- _What you will do_
Transcribe exactly the lines from the top of the records below through the line that holds "1px #a8b8b2) drop-shadow(0", both included, with no pictures.

+++

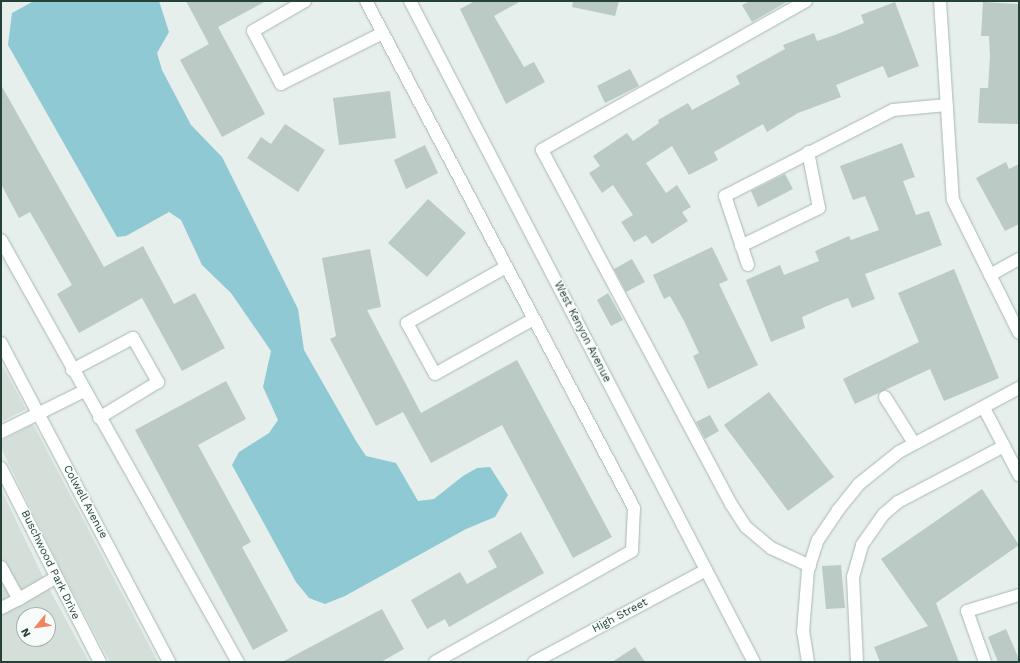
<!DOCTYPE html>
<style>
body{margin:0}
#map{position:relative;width:1020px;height:663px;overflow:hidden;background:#e6efeb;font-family:"Work Sans",sans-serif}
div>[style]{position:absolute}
.built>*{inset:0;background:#d4dfda}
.water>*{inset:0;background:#8ec9d4}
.building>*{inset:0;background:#bbcac4}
.roads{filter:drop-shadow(0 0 1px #a8b8b2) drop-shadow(0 0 1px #a8b8b2)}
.minor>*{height:12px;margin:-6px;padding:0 6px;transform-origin:6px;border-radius:6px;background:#fff}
span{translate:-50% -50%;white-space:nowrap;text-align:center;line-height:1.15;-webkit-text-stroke:3px #f7fbf9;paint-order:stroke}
.street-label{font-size:11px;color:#24423a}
.frame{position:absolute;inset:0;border:2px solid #24423a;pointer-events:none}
.north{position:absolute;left:16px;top:607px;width:40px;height:40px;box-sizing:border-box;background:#f7fbf9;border:1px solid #a3b1ad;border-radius:50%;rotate:241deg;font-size:11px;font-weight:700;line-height:16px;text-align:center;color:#24423a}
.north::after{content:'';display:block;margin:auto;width:14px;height:18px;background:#f4845f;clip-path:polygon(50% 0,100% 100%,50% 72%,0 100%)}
</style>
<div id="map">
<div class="built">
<i style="clip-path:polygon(1px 363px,26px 409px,1px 422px)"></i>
<i style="clip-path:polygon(33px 424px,158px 662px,110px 662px,63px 574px,1px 448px,1px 441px)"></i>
<i style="clip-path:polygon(evenodd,1px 489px,46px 583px,89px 662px,1px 662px,1px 489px,24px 615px,48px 615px,48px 639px,24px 639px,24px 615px)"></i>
</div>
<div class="water">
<i style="clip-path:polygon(34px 1px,159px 1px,169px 32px,157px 53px,162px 70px,191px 125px,222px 157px,298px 309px,304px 350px,356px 441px,366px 456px,396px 463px,418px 501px,434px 499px,463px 476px,477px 468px,490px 467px,508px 495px,495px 517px,466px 529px,345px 596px,325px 604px,309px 598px,296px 582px,232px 465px,239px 452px,269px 433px,278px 420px,263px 387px,271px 351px,231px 293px,202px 265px,181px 220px,169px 212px,126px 236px,117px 237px,8px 45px,12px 13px)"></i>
</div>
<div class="building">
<i style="clip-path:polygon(186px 1px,266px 1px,218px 27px,265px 114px,222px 137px,180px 60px,209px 44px)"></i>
<i style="clip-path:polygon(475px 1px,521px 1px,494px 16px,524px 67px,534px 62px,545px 82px,506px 104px,460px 9px)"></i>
<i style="clip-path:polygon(573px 1px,619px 1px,615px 16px,572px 7px)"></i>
<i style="clip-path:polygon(750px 1px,788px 1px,752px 22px,742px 5px)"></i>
<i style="clip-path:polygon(895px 2px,919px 66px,888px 78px,883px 66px,836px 85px,841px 97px,798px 113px,767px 132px,763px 124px,714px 152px,718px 160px,689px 175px,672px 146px,646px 163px,666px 193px,677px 185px,691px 207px,682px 212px,688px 221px,652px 244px,646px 235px,634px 242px,621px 222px,633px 215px,613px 185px,602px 193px,589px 173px,600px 166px,593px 156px,627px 133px,633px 141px,659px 123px,658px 120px,688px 103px,692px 110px,740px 84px,736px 76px,785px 49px,783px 45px,814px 33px,817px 41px,835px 35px,864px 23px,861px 15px)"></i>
<i style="clip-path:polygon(983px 2px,1019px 4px,1019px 124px,978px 123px,980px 88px,988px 88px,990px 56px,989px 36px,981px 36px)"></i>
<i style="clip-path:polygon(630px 69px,639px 86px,605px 103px,597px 86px)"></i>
<i style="clip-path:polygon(1px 85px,104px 267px,143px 246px,174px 304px,195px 293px,225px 348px,182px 371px,142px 298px,79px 333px,57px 294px,72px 285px,30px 212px,19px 218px,1px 184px)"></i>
<i style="clip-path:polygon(390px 91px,396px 138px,339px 145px,333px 98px)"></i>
<i style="clip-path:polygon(285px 124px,325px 150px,298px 192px,247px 158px,261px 137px,271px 144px)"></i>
<i style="clip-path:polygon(902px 143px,915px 177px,903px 181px,916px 215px,929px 211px,942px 245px,865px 274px,875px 299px,852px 308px,848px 298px,834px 303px,802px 317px,805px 328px,771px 342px,746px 280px,780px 265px,784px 275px,819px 261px,815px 251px,849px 236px,851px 240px,879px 230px,865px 196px,853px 200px,840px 166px)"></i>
<i style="clip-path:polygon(425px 145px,438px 173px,406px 189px,394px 160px)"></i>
<i style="clip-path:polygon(1006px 162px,1009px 169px,1019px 164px,1019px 224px,1005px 231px,976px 178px)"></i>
<i style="clip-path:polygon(785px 174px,793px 189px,758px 207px,751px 191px)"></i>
<i style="clip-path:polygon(428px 199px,466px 233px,427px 277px,388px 243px)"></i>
<i style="clip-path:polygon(712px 247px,728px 280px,719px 284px,758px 365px,708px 389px,693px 356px,699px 353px,684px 321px,670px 296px,664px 299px,653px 275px)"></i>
<i style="clip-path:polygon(370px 249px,381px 307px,367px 310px,421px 413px,517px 360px,612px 537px,573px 558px,502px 425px,431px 463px,403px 412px,376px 426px,330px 339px,336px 336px,322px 258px)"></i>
<i style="clip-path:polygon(632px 259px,645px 282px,626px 292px,614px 269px)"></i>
<i style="clip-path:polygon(954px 269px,999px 378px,944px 401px,930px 369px,855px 404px,843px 379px,919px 342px,898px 293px)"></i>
<i style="clip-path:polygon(608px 293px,623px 320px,611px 326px,597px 300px)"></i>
<i style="clip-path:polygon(226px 381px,246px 419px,198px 445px,251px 542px,242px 547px,288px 631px,253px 650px,135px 430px)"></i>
<i style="clip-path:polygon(769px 392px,834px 477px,788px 511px,724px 425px)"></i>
<i style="clip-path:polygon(710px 415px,719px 431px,705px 439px,696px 422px)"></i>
<i style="clip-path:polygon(982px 489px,1019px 545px,936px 603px,959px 662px,880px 662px,874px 647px,928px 626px,881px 559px)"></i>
<i style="clip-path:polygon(521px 532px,544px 573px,449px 627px,445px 619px,427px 629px,411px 600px,460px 572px,467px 584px,497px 567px,488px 551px)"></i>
<i style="clip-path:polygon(841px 565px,845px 608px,826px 609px,822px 566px)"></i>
<i style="clip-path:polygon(382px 609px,404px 649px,381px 662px,282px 662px)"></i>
<i style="clip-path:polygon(1006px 629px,1019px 659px,1019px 662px,998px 662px,988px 637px)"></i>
<i style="clip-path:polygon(635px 647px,645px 662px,612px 662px)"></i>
</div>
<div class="roads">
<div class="minor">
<i style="left:305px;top:1px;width:60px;rotate:150deg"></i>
<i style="left:253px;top:31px;width:60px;rotate:62.2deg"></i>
<i style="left:281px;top:84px;width:114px;rotate:-26.6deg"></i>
<i style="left:366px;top:1px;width:573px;rotate:62.14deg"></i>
<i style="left:634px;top:508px;width:43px;rotate:92.7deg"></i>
<i style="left:632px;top:551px;width:226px;rotate:150.6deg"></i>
<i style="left:410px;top:1px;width:745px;rotate:62.51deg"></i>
<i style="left:806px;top:1px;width:303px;rotate:150.6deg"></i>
<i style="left:542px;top:150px;width:401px;rotate:61.9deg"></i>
<i style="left:731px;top:504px;width:27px;rotate:57deg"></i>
<i style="left:746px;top:527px;width:33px;rotate:40deg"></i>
<i style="left:771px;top:548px;width:43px;rotate:24.8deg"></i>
<i style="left:940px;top:1px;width:199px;rotate:86.3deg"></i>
<i style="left:953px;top:200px;width:148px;rotate:63.6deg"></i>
<i style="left:1px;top:240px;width:484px;rotate:60.7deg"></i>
<i style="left:741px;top:246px;width:87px;rotate:-26deg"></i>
<i style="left:819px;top:208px;width:57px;rotate:-101.1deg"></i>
<i style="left:748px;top:265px;width:73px;rotate:-108.4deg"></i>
<i style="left:725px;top:196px;width:189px;rotate:-27.1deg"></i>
<i style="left:893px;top:110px;width:54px;rotate:-5.3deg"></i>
<i style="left:506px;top:267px;width:114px;rotate:150.5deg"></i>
<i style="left:407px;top:323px;width:58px;rotate:61.2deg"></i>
<i style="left:435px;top:374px;width:113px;rotate:-29.1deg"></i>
<i style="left:990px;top:275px;width:33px;rotate:-29deg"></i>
<i style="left:1px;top:343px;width:361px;rotate:62.2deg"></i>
<i style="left:72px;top:370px;width:69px;rotate:-27.7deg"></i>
<i style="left:133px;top:338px;width:51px;rotate:60.4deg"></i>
<i style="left:158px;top:382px;width:69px;rotate:148.6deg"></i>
<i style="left:885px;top:397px;width:54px;rotate:57.8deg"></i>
<i style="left:984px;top:408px;width:76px;rotate:62.4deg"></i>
<i style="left:1px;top:432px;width:93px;rotate:-26.3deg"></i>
<i style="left:1px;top:468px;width:218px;rotate:63deg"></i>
<i style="left:1px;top:567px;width:37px;rotate:61deg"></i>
<i style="left:19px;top:599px;width:20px;rotate:153deg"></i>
<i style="left:19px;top:599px;width:42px;rotate:-30.3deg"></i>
<i style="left:534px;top:662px;width:195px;rotate:-28.1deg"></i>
<i style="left:808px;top:662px;width:30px;rotate:-99deg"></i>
<i style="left:803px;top:632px;width:62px;rotate:-85.4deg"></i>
<i style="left:808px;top:570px;width:32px;rotate:-72deg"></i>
<i style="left:818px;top:540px;width:36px;rotate:-56deg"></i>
<i style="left:838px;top:510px;width:33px;rotate:-51deg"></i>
<i style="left:859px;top:484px;width:51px;rotate:-38.7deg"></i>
<i style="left:899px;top:452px;width:136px;rotate:-28.1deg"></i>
<i style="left:857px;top:662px;width:85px;rotate:-92.7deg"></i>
<i style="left:853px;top:577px;width:33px;rotate:-74deg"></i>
<i style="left:862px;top:545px;width:38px;rotate:-55deg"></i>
<i style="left:884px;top:514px;width:18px;rotate:-41deg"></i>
<i style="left:898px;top:502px;width:120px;rotate:-27.8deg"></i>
<i style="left:985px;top:662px;width:54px;rotate:-109.4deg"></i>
<i style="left:967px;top:611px;width:54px;rotate:-17.1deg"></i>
</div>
</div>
<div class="street-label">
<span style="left:582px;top:332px;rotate:63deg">West Kenyon Avenue</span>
<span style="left:85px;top:502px;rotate:62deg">Colwell Avenue</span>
<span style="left:50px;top:565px;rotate:64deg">Buschwood Park Drive</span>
<span style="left:620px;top:616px;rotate:-28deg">High Street</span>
</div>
<div class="frame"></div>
<div class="north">N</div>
</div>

+++

- _Written answer_
<!DOCTYPE html>
<style>
body{margin:0}
#map{position:relative;width:1020px;height:663px;overflow:hidden;background:#e6efeb;font-family:"Work Sans",sans-serif}
div>[style]{position:absolute}
.built>*{inset:0;background:#d4dfda}
.water>*{inset:0;background:#8ec9d4}
.building>*{inset:0;background:#bbcac4}
.roads{filter:drop-shadow(0 0 1px #a8b8b2) drop-shadow(0 0 1px #a8b8b2)}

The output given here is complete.